Re: Re:re:Scepticisme, intolérance et mauvaise foi. -- Gilles B.
Postée par Gaël , Mar 23,1999,17:58 Index  Forum

Salut Gilles.

euh... si ça te dérange pas je préférerais que nous nous tutoyions. Si j’utilisais le vouvoiement dans mon message c’est parce qu’il ne s’adressais pas à toi en particulier mais à la plupart des défenseurs de la science ici. Le débat entre toi et Dominic, je l’utilisais juste comme un exemple, parce qu’il était récent et me semblait très caractéristique d’une situation plus générale qui m’a frappé quand je suis arrivé ici, même si je n’ai lu que les messages de ces dix derniers jours : tout cela m’a donné très clairement l’impression qu’ici les matérialistes, tout en s’efforçant d’avoir l’air de rester polis, s’exprimaient de manière nettement plus agressive que les croyants, et en ayant souvent recours à des arguments spécieux; de plus j’étais énervé par le fait que ceux qui se prétendent sceptiques refusent d’appliquer ce scepticisme au rationalisme.
Ceci dit ton dernier message est intéressant, mais je commencerais à y répondre par la fin, qui pose le problème de fond auquel je voulais en venir. C’est au sujet du rationalisme. Tu dis : “Je ne vous suis plus du tout, non plus, dans votre remise en question de la raison. Peut-on vraiment parvenir à des connaissances fiables sur l’univers en étant irrationnel? Que voulez-vous dire au juste?” et plus loin : “Si j’ai parlé de science, c’était en réaction à une affirmation de Dominic et d’autres participants à ce forum qui prétendaient que la science représente une autre forme de religion (Dominic parlait alors de “ Science devenu Foi “). Ce que j’ai souligné, c’est que justement la science n’est pas une religion, elle procède d’une façon complètement différente”

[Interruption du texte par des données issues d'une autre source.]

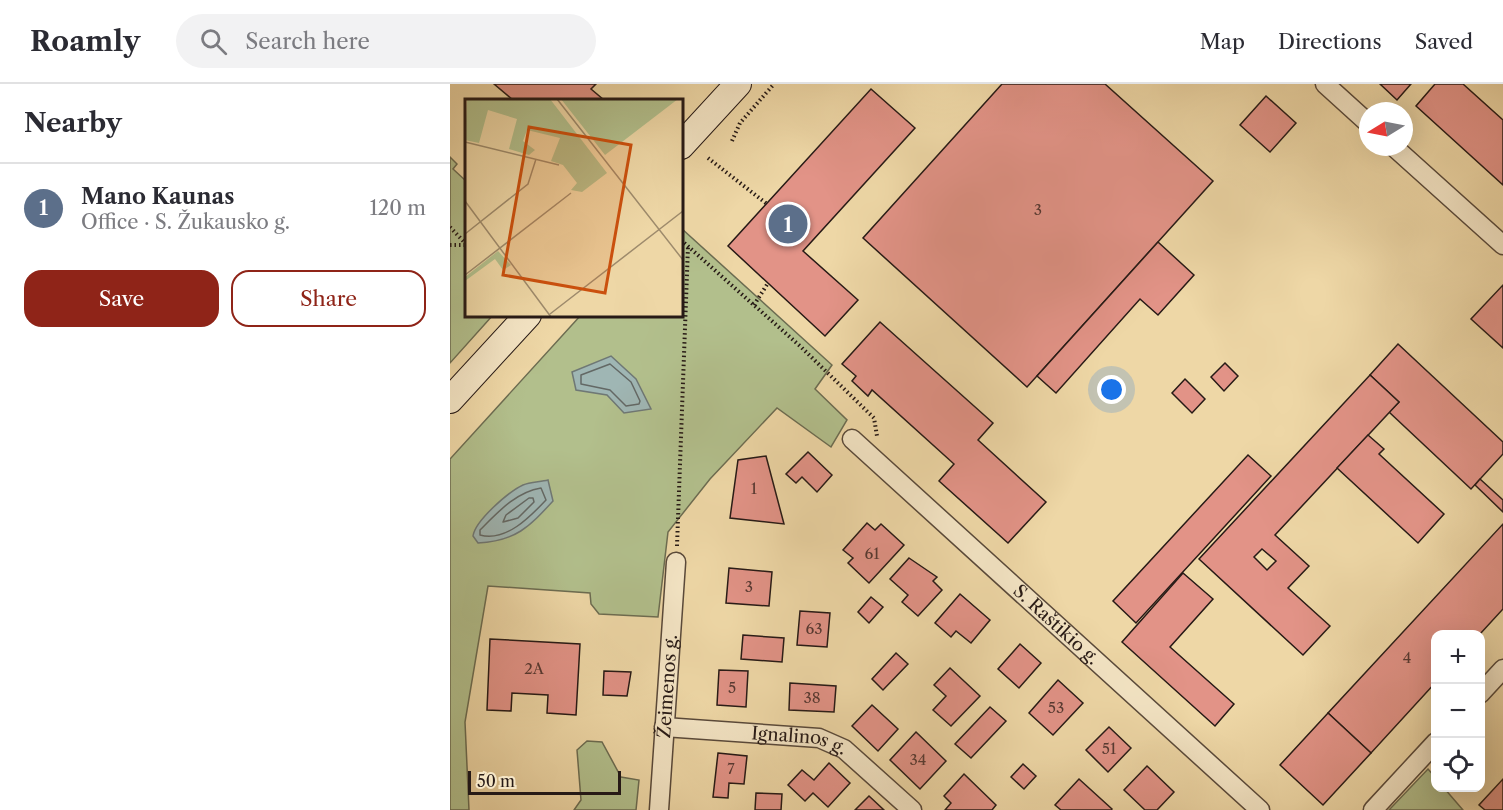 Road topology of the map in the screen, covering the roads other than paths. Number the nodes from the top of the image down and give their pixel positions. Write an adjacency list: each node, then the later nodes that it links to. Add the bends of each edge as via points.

Bon, voilà : pour moi le rationalisme scientifique est un mythe, et la science une mythologie. Il n’y a généralement que les scientifiques et les matérialistes ignorants de l’épistémologie contemporaine qui ne comprenne pas que l’on puisse critiquer le rationalisme. Les scientifiques actuels manquent de formation à ce niveau, contrairement aux physiciens danois et allemands des années 20 qui ont bénéficié d’un enseignement très poussé en philosophie. Bohr, Heisenberg, Schrödinger et plus encore Pauli étaient bien plus ouverts aux hypothèses tordues et apparemment peu rationnelles, et sans doute cela a grandement contribué à leur permettre de faire faire à la mécanique quantique les prodigieux progrès de cette période... malheureusement aujourd’hui peu de scientifiques vont lire la partie philosophique des oeuvre de Bohr (le plus important est “Physique atomique et connaissance humaine”, 1935) ou d’Heisenberg (surtout les “manuscrits de 1941”, parus l’année dernière).
Dans ces oeuvres on trouve les premiers signes d’une remise en cause par les scientifiques eux-même du principe d’une connaissance fiable et objective acquise par l’observation et l’expérience. On sait désormais que l’objectivité est un mythe, car les conditions d’observation influent sur ce qui est observé; de même que l’on savait déjà que la vision du monde (Weltanschauung) de l’observateur va déjà déterminer la manière dont il va comprendre et décrire ce qu’il voit. Qu’il soit clair que je ne suis pas un idéaliste, j’affirme bien fort qu’il existe probablement un monde de “faits” indépendants de notre volonté, mais il est impossible d’avoir une connaissance objective de la réalité.
Plus tard des épistémologues ont été plus loin, ont remis en cause la séparation habituelle entre le contexte de le découverte (ensemble des observations et théories et vérifications expérimentales) et le contexte de justification (influence sociale et acceptation ou non de la théorie par rapport aux idéologies dominantes), faisant de la science un progrès basé non sur la validité des théories par rapport à la réalité, mais sur des processus sociaux et les changements d’une vision du monde, ou changements de paradigme comme les nomme T.S. Kuhn dans son classique “Structure des révolutions scientifiques”, en 1962. La notion de progrès disparaît peu à peu, le postmodernisme apparaît.
Les remises en cause les plus extrêmes du rationalisme arrivent avec Paul Feyerabend, l’un des 2 ou 3 plus grands épistémologues de ce siècle (et dont l’influence s’étend vite depuis sa mort en 95). Ses deux principaux ouvrages, “Contre la méthode” (1975) et “Adieu la raison” (1987), avec nombre d’exemples historiques et d’études précises à l’appui, détruisent totalement le mythe d’une connaissance objective basée sur l’observation et l’expérience, et le mythe d’une communauté scientifique soudée travaillant sur la base de la Raison.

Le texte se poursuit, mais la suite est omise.